Monday, June 18, 2018

What's a pivotal moment in your publication journey? (With Taylor Bennett!)

We are very excited to have teen author Taylor Bennett with us this week! Taylor was the winner of our #WeWriteBooks contest back in 2016 and her debut novel, Porch Swing Girl, has just released! You should definitely hop over to Taylor's website to read her publication story.

The first panel question this week is:

What's a pivotal moment in your publication journey, and how did it come about?

Taylor: I met my publisher, Mountain Brook Ink, at my first-ever writers conference. After being told for years that these mysterious places were where connections could be made and contracts signed, I decided to go and check one out for myself. I ended up at the Oregon Christian Writer's conference (an amazing summer conference! If you're in the area, come drop by and say hi!) and I had the opportunity to make appointments with several agents and editors.

One of those editors was Miralee Ferrell, the owner of Mountain Brook Ink. I pitched my book to her, and she was interested...very interested!! Fast-forward a year, after I had worked hard to polish my first draft of Porch Swing Girl and prepare a series proposal, and she offered me a contract. Yippee!

Shan: So many! Maybe the most actionable is the decision I made to seek out a critique group. Up until that point, I didn’t know anything about the rules of writing for publication and surrounding myself with other authors who could help me was crucial. I’m a big fan of discovering your people and holding onto them. It’s not always easy for introverted writers and it’s rarely straightforward to do that, but having other understanding souls as you journey down this very unique road will pay off in spades.

Jill: Mine was at the same conference as Taylor's! All my pivotal moments happened at the Oregon Christian Writers’ Summer Conference.
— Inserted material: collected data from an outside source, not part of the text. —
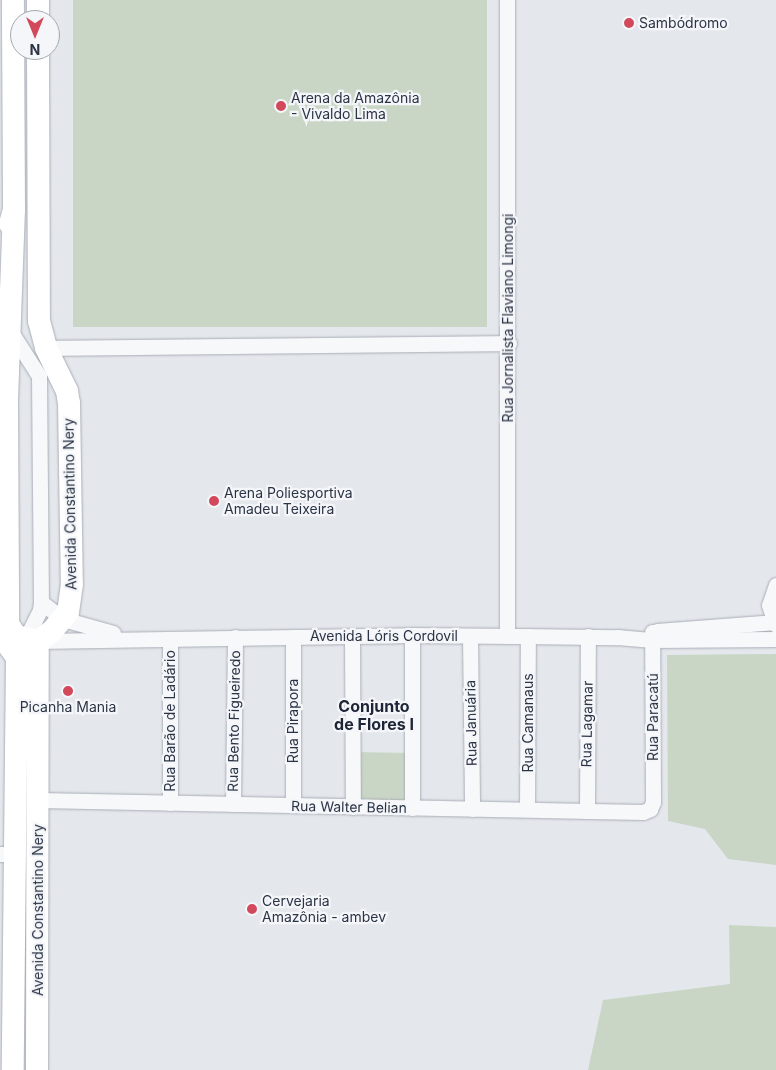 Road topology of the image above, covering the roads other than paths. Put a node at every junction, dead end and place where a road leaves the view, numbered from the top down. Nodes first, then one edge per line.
1 (13, 0) edge
2 (507, 0) edge
3 (38, 60) edge
4 (14, 209) junction
5 (0, 269) edge
6 (12, 332) junction
7 (509, 343) junction
8 (46, 348) junction
9 (776, 585) edge
10 (41, 602) junction
11 (63, 619) junction
12 (775, 623) edge
13 (0, 634) edge
14 (412, 635) junction
15 (352, 636) junction
16 (470, 636) junction
17 (507, 636) junction
18 (528, 636) junction
19 (588, 636) junction
20 (653, 636) junction
21 (235, 637) junction
22 (293, 637) junction
23 (147, 639) junction
24 (170, 639) junction
25 (776, 639) edge
26 (27, 646) junction
27 (38, 800) junction
28 (653, 802) joint
29 (170, 803) junction
30 (233, 804) junction
31 (293, 805) junction
32 (353, 807) junction
33 (412, 808) junction
34 (472, 809) junction
35 (527, 809) junction
36 (587, 811) junction
37 (7, 858) edge
38 (13, 1070) edge
39 (37, 1070) edge

1 - 4 highway
2 - 7 street, Rua Jornalista Flaviano Limongi
3 - 8 highway, Avenida Constantino Nery
4 - 5 highway
4 - 6 highway
6 - 10 street
6 - 26 highway
7 - 8 street
7 - 17 street, Rua Jornalista Flaviano Limongi
8 - 11 highway, Avenida Constantino Nery
9 - 12 street
10 - 11 street, Avenida Lóris Cordovil
10 - 26 street
11 - 23 street, Avenida Lóris Cordovil
11 - 26 highway, Avenida Constantino Nery
12 - 20 street, Avenida Lóris Cordovil
13 - 26 highway
14 - 15 street, Avenida Lóris Cordovil
14 - 16 street, Avenida Lóris Cordovil
14 - 33 street
15 - 22 street, Avenida Lóris Cordovil
15 - 32 street
16 - 17 street, Avenida Lóris Cordovil
16 - 34 street, Rua Januária
17 - 18 street, Avenida Lóris Cordovil
18 - 19 street, Avenida Lóris Cordovil
18 - 35 street, Rua Camanaus
19 - 20 street, Avenida Lóris Cordovil
19 - 36 street, Rua Lagamar
20 - 25 street, Avenida Lóris Cordovil
20 - 28 street, Rua Paracatú
21 - 22 street, Avenida Lóris Cordovil
21 - 24 street, Avenida Lóris Cordovil
21 - 30 street, Rua Bento Figueiredo
22 - 31 street, Rua Pirapora
23 - 24 street, Avenida Lóris Cordovil
23 - 26 street, Avenida Lóris Cordovil
24 - 29 street, Rua Barão de Ladário
26 - 27 highway, Avenida Constantino Nery
26 - 37 highway, Avenida Constantino Nery
27 - 29 street, Rua Walter Belian
27 - 39 highway, Avenida Constantino Nery
28 - 36 street, Rua Walter Belian
29 - 30 street, Rua Walter Belian
30 - 31 street, Rua Walter Belian
31 - 32 street, Rua Walter Belian
32 - 33 street, Rua Walter Belian
33 - 34 street, Rua Walter Belian
34 - 35 street, Rua Walter Belian
35 - 36 street, Rua Walter Belian
37 - 38 highway, Avenida Constantino Nery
I pitched what became By Darkness Hid at that conference to Jeff Gerke, who later bought it. I pitched Replication to Zondervan at that conference. And I met my agent there. I highly recommend writing conferences. They are the best place to meet editors and agents face to face.

Stephanie: Choosing to not give up on a manuscript … but also humbling myself to listen to what wasn’t working. This could be said about all my published books, because even after you’re published, each novel requires a blend of persistence and humility. 
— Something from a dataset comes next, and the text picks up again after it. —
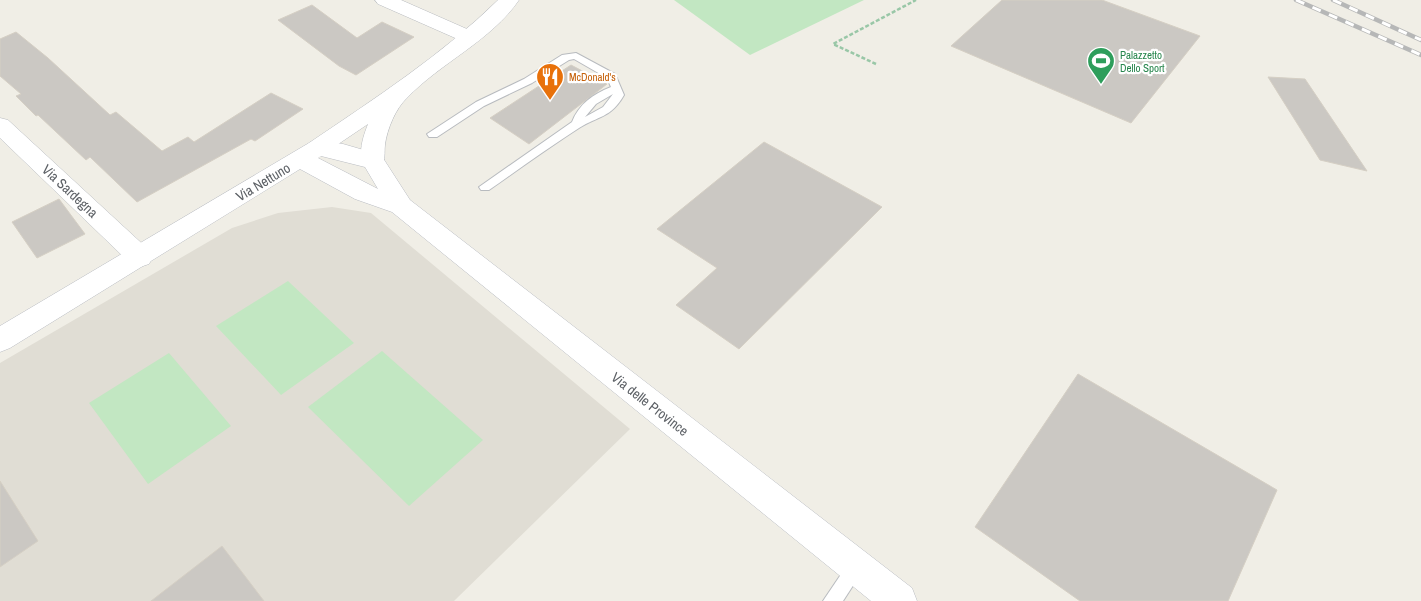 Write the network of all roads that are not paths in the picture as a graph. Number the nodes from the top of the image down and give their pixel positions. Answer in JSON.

This was especially true for the book that became the first in the Reinvention of Skylar Hoyt series when I kept hearing that Skylar wasn’t likable. I felt like that was part of her character arc, but eventually realized that this was a common problem, and nobody wants to read a book about someone they don’t like.

Writers, what about you? What's something pivotal that happened in your writing journey?


  1. For me, it was when my mom heard my reading part of my book out loud and later told me I should pray about publishing. I did and seven years later, I have four books self published! God is so good! He has blessed me with an amazing editing team and I wouldn't trade them for anything!

  2. This makes me so excited for the writer's conference I'm going to this fall! Working several hours every day to get my stuff in decent shape . . . hoping to get it all done in time ;D And love seeing Taylor on here! For me . . . I don't see a huge moment but a bunch of tiny moments. Writing contest on a knitting sight, GTW 100 for 100, story ideas that CAME with endings, and people telling me, "that's actually good."

  3. For me it was actually... not publishing. Last year I was planning on publishing a novel this March, but I made a lot of mistakes with it as I was planning.
    Firstly, I realized as I was editing (which was after I'd gotten a bunch of other things in motion; not a good idea) that there wasn't enough emphasis on the actual plot. I hadn't known where to go next at one point and tossed them into a random labyrinth that had no bearing on the actual plot. Plus my characters weren't really that well developed and there was just a lot wrong with the story itself.
    Then I hired an editor without actually communicating with her. I was looking for an editor and my best friend's honorary aunt offered for less than any of the editors I've been looking at, so I accepted. Turned out she was a copy-editor when I was looking for a developmental editor. (Which is not to say that you shouldn't get someone you know to edit, particularly if you know someone is a good editor, but make sure you get the right kind of editor. XP)
    I also bought a cover way earlier than I should have and now it's sitting on my computer where it may stay for the rest of my life.
    So while my first attempt was a disaster (which I cancelled in February), it taught me a lot of really valuable lessons and now I'm working toward publishing again with a much better idea of how to actually go through the process right. :)

    1. That's wonderful that you had the wisdom to put on the brakes! Lots of valuable lessons in there!

    2. It took me a while to finally get to the point where I could let it go (I didn't want to let down all the people I'd told I was publishing and all the people who'd contributed to the payment of my editor), but I'm glad I did. I wouldn't have been proud of that book if I'd just gone ahead and published it, and I want my first published novel to be something I can be proud of.

    3. That takes tremendous amount of courage. I'm really impressed by your choice!

  4. THANK YOU so much for joining us, Taylor. What a wonderful memory that must be. God bless, Miralee.

  5. This is nice!Especially for young people who has the talent to express their feelings through writing. Teens should take a look at this.